▶ **Input data**
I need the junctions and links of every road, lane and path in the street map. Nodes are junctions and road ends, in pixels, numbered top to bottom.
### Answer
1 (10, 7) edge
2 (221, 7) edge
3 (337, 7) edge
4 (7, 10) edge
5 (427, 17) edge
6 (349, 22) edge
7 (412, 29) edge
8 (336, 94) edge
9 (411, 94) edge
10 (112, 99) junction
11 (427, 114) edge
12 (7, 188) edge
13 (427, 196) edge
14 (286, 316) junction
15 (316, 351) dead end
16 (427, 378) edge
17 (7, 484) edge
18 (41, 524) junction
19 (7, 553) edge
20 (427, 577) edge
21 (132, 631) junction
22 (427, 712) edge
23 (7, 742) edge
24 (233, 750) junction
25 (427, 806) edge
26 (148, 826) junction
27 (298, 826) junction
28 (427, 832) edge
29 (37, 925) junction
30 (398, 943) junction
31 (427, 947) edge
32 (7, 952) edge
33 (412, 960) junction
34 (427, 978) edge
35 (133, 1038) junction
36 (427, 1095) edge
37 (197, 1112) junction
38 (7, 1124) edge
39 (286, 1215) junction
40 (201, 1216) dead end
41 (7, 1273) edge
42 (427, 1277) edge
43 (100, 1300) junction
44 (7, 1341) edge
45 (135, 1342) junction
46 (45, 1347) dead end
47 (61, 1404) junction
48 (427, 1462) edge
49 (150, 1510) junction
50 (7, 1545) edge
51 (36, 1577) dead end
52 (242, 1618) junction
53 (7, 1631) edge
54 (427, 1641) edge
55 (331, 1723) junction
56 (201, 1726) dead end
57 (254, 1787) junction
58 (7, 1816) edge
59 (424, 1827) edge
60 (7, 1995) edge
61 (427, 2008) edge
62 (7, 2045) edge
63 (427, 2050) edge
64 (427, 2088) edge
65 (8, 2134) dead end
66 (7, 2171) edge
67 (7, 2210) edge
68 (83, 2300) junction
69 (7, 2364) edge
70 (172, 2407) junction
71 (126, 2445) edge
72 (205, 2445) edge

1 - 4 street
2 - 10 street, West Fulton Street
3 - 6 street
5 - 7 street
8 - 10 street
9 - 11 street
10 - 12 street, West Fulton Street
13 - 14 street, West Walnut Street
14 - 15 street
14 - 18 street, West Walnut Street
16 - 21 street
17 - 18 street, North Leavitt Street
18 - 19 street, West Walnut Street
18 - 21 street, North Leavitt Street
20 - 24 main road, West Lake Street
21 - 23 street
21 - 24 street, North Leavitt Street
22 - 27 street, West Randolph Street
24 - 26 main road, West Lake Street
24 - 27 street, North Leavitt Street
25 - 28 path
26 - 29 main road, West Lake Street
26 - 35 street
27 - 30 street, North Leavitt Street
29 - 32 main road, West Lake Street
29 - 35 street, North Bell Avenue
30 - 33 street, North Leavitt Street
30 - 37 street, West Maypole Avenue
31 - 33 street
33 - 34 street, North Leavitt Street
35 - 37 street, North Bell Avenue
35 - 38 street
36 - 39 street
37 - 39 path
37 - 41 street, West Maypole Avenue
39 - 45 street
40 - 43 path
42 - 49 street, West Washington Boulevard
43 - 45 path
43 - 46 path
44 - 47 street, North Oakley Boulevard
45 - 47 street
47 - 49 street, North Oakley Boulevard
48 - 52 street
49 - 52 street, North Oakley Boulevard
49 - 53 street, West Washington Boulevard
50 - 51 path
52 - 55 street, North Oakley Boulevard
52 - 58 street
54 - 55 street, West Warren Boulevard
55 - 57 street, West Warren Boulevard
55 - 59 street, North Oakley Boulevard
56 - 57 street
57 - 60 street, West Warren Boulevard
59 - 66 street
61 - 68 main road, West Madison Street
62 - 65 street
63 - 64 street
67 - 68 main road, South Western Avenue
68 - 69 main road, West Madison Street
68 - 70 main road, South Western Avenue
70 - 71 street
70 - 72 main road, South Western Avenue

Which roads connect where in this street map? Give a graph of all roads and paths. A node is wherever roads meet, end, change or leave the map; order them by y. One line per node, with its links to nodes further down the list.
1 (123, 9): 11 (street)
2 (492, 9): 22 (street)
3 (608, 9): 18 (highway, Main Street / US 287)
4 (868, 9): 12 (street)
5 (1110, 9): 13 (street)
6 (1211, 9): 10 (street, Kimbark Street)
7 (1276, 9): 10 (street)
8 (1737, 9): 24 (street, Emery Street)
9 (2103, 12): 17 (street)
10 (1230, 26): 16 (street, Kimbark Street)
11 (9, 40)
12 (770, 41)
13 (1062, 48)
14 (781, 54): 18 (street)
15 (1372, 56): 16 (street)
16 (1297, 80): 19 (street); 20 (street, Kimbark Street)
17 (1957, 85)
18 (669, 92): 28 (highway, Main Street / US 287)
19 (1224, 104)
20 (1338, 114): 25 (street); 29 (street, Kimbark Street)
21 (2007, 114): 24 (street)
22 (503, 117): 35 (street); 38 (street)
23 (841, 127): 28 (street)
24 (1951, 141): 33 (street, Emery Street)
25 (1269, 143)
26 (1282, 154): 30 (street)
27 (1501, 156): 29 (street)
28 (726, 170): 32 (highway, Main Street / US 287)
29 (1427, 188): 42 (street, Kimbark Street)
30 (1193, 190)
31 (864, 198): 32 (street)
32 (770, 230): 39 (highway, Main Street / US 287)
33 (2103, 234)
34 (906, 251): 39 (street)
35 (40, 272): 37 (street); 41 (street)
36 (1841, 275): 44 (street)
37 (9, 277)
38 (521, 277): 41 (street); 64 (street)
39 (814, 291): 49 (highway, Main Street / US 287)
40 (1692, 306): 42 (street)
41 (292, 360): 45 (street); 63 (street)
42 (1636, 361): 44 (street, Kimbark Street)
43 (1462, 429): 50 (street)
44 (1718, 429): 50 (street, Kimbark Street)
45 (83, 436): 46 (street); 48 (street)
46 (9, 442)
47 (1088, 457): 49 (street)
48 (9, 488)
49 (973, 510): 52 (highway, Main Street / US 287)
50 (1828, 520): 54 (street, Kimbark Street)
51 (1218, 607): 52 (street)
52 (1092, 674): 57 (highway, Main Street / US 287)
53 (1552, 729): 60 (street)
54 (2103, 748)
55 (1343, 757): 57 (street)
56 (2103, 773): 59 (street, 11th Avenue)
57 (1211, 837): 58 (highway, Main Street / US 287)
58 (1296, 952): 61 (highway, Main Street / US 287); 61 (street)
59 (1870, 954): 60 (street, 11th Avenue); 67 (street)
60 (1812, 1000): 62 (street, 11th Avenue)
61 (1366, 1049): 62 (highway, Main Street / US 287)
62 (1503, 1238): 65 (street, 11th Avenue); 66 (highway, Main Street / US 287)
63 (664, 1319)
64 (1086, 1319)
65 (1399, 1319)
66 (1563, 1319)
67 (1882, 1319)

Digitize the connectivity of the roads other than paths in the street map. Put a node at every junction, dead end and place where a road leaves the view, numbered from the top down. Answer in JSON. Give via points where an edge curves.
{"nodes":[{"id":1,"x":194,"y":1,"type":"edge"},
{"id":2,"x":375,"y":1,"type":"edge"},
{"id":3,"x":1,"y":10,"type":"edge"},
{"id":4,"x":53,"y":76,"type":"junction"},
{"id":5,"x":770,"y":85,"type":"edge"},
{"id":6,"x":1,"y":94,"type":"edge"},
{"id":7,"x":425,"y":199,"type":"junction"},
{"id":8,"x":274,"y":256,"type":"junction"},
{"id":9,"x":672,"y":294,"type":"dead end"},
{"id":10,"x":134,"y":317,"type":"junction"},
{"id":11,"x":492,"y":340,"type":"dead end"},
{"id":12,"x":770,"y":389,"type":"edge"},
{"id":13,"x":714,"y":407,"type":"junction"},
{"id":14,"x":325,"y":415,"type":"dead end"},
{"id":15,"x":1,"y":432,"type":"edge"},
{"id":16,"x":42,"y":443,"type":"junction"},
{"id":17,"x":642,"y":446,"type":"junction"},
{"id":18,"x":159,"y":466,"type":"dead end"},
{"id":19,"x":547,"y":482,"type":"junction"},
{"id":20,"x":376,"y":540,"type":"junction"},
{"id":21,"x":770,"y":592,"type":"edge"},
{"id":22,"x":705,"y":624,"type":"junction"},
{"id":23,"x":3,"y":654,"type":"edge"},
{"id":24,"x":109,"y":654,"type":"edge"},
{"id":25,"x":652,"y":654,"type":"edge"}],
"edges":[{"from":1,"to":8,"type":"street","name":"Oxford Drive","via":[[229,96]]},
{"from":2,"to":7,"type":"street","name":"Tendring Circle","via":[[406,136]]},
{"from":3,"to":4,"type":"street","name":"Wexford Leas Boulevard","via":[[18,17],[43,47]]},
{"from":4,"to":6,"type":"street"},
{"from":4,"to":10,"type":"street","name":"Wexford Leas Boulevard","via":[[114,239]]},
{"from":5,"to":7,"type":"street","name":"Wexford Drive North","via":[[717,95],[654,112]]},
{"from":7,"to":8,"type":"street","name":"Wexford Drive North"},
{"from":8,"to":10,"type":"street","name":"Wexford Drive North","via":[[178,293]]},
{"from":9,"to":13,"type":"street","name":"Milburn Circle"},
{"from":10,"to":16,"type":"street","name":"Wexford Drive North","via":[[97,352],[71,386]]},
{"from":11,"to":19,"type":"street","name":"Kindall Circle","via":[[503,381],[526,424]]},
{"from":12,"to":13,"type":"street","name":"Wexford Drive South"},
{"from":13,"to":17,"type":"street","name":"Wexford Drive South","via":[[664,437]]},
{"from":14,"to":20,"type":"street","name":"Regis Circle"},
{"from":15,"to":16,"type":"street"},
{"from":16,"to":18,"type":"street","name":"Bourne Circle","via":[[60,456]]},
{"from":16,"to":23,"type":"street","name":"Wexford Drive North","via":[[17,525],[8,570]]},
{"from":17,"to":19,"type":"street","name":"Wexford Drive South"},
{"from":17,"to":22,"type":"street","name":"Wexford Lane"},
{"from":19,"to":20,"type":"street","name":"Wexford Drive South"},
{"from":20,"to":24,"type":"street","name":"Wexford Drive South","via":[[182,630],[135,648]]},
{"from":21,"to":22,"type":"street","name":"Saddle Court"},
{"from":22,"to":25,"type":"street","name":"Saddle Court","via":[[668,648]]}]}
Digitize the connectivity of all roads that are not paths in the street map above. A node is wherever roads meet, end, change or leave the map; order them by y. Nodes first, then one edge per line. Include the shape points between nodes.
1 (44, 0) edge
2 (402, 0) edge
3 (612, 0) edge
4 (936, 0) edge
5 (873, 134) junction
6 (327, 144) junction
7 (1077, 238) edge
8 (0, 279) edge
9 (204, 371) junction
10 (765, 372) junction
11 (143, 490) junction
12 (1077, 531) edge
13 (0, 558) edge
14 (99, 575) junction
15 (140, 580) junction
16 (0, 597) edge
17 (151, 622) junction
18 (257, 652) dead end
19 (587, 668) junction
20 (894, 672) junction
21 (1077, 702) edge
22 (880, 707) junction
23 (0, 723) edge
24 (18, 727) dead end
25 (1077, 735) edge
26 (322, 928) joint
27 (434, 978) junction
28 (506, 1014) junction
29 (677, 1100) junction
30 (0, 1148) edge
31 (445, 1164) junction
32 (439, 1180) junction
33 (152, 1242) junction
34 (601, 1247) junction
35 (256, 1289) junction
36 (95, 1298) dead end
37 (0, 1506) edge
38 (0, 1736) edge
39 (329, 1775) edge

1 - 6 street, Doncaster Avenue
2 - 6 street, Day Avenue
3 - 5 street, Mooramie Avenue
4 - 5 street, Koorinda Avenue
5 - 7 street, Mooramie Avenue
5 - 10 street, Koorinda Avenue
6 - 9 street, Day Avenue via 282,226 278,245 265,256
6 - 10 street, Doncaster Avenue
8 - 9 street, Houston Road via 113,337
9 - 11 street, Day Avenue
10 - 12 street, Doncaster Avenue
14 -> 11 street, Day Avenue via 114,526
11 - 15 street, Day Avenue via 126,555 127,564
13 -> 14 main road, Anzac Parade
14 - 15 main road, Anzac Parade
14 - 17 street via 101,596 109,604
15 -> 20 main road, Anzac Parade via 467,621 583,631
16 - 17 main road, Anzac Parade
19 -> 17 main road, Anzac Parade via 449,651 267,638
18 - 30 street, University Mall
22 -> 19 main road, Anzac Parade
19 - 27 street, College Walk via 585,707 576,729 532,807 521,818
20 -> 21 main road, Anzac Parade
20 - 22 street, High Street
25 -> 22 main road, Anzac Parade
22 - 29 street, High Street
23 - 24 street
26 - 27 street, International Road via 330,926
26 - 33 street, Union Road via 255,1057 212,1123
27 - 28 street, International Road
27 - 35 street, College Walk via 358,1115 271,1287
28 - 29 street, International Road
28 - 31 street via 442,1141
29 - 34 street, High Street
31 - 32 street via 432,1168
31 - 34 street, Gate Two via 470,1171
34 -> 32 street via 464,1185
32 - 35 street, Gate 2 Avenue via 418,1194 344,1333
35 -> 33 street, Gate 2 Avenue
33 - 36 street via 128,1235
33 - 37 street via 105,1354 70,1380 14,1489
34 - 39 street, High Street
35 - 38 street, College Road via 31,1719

▶ **Aim of the exercise**
From the data above, count the lines that contain "Answer" and write only that count.

▶ **Response for this exercise**
2